Temperature-controlled synthesis and photocatalytic performance of ZnO nanoplatelets

Zinc oxide nanoplatelets are successfully grown on Si(100) by CVD starting from a second-generation ZnII precursor, Zn(hfa)2*TMEDA (Hhfa = 1,1,1,5,5,5-hexafluoro-2,4-pentanedione; TMEDA=N,N,N′,N′-tetramethylethylenediamine). The synthesis is performed in a nitrogen + wet oxygen atmosphere under optimized conditions, at temperatures between 250 and 500 °C. Field emission scanning electron microscopy (FESEM), atomic force microscopy (AFM), and glancing incidence X-ray diffraction (GIXRD) analyses indicate a direct correlation between morphology and microstructure. The formation of ZnO nanoplatelets, whose characteristics depend on the deposition temperature, is proposed to result from the synergistic combination of a vapor/solid (VS) mechanism and a preferential direction-conducting growth.

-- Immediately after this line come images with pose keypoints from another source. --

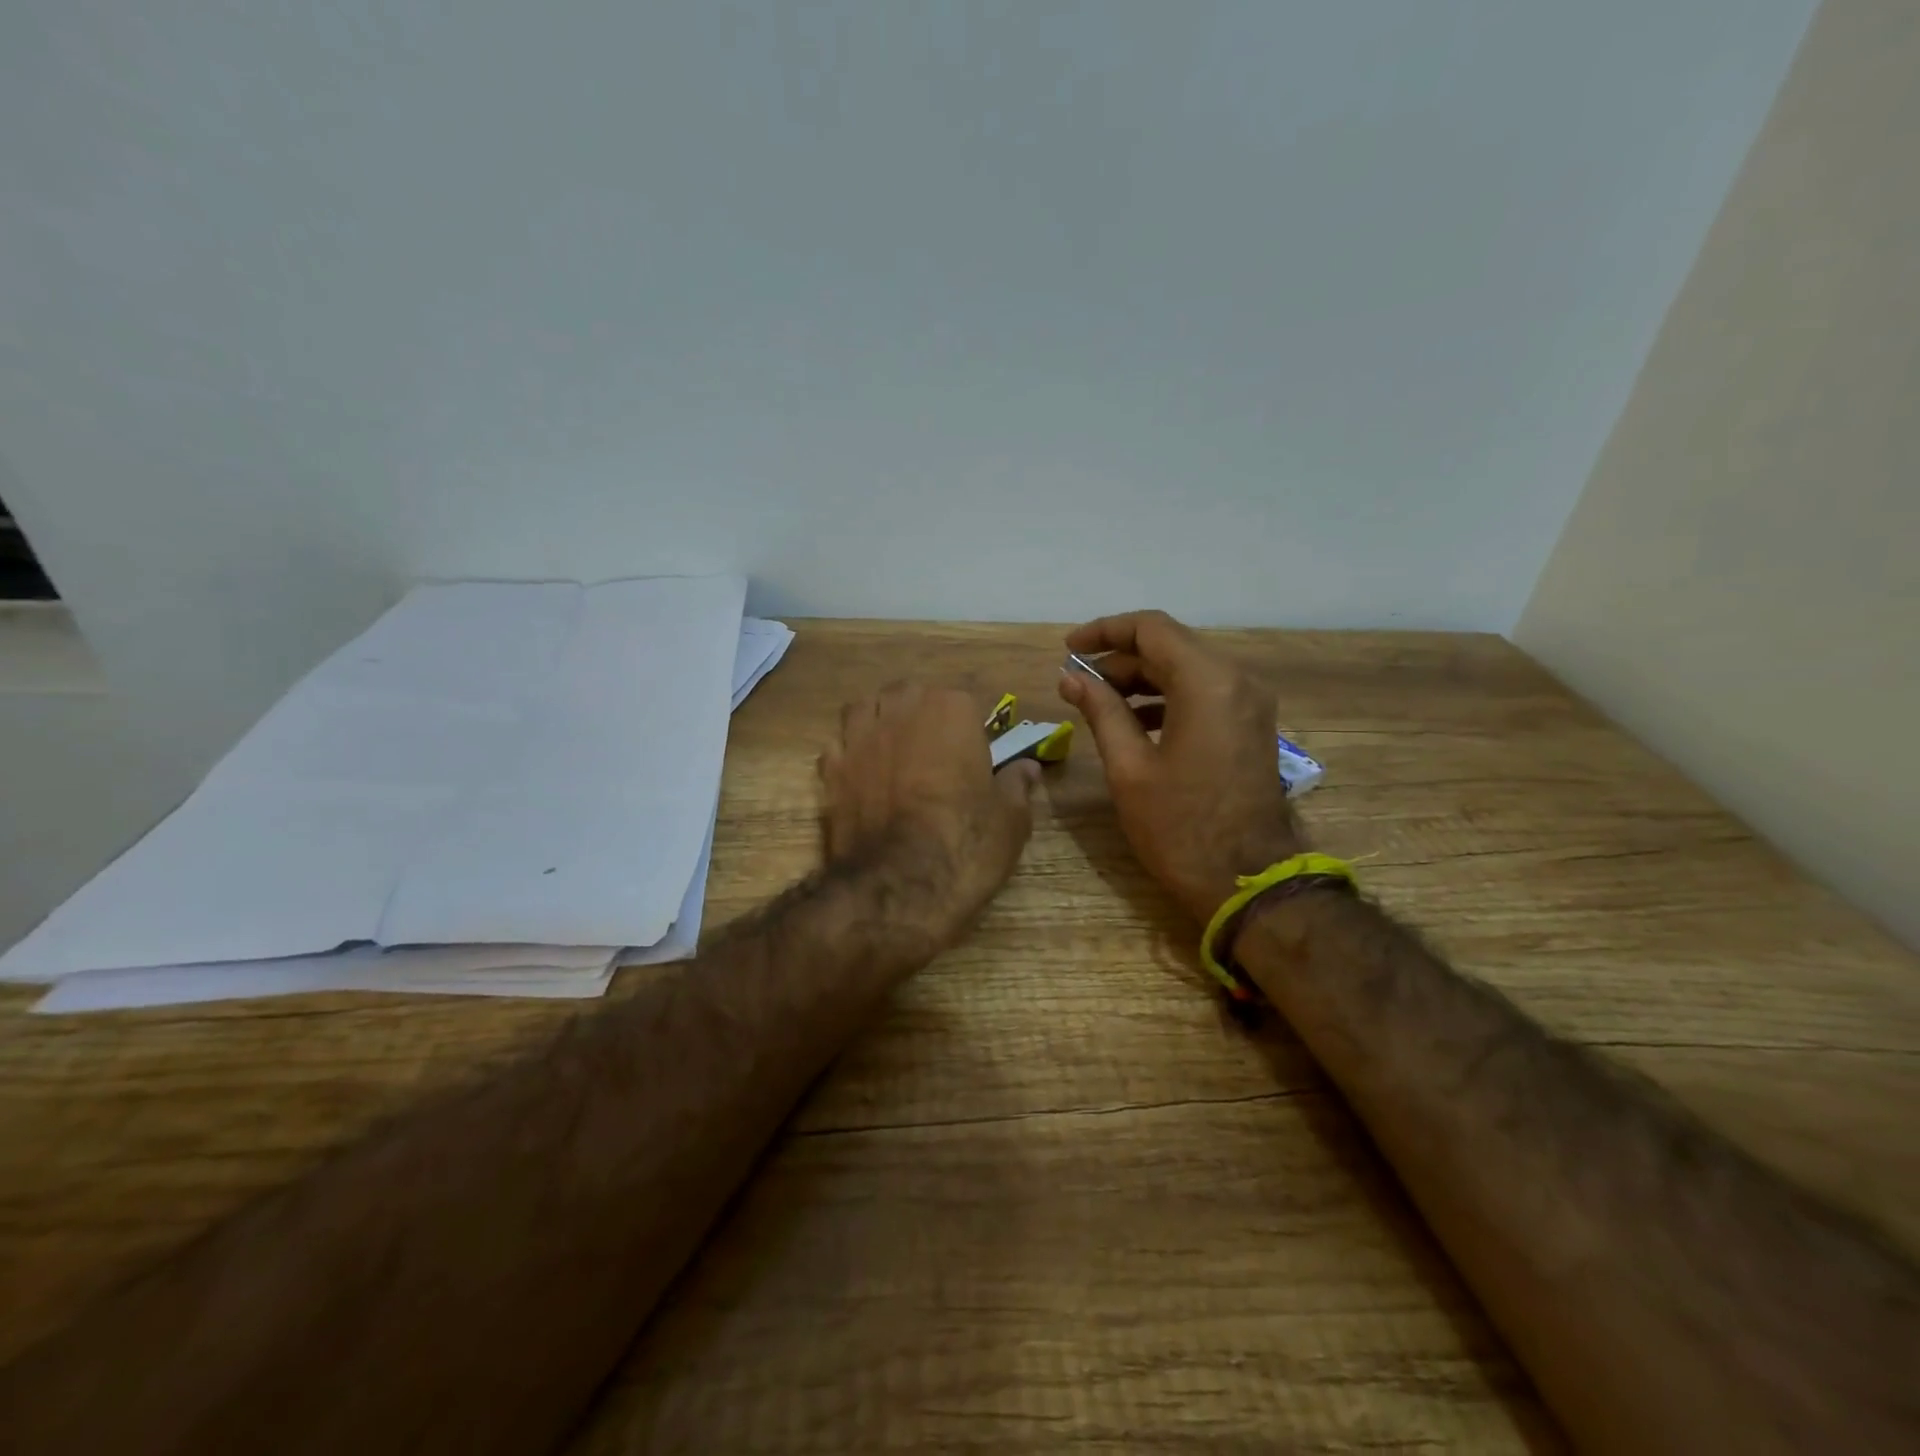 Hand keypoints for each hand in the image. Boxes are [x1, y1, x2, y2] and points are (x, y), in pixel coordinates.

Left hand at [819, 682, 1040, 932]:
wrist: (898, 887)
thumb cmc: (966, 844)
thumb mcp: (1011, 819)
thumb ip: (1017, 785)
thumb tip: (1026, 767)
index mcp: (951, 710)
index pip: (963, 701)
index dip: (968, 729)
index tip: (974, 757)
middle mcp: (901, 711)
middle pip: (908, 695)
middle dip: (919, 714)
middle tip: (934, 752)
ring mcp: (859, 737)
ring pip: (865, 710)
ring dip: (878, 722)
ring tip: (892, 751)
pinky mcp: (829, 769)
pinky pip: (839, 747)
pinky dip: (849, 756)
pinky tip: (861, 778)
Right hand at [1058, 610, 1302, 923]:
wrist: (1248, 882)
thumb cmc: (1180, 827)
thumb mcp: (1129, 768)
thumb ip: (1100, 711)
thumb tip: (1071, 677)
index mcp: (1207, 683)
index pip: (1151, 629)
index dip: (1104, 631)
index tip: (1068, 649)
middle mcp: (1236, 681)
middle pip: (1170, 647)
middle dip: (1119, 659)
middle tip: (1077, 684)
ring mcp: (1249, 704)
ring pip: (1186, 670)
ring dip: (1141, 679)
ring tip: (1098, 702)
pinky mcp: (1250, 726)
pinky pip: (1203, 694)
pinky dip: (1166, 698)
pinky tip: (1133, 723)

The chemical composition is analyzed by means of X-ray photoelectron and energy dispersive X-ray spectroscopies (XPS, EDXS). Finally, the photocatalytic performances of ZnO nanoplatelets in the decomposition of the azo-dye Orange II are investigated and compared to those of uniform ZnO coatings synthesized in the absence of water vapor. The obtained results show a higher activity in the case of nanoplatelets due to their peculiar morphology.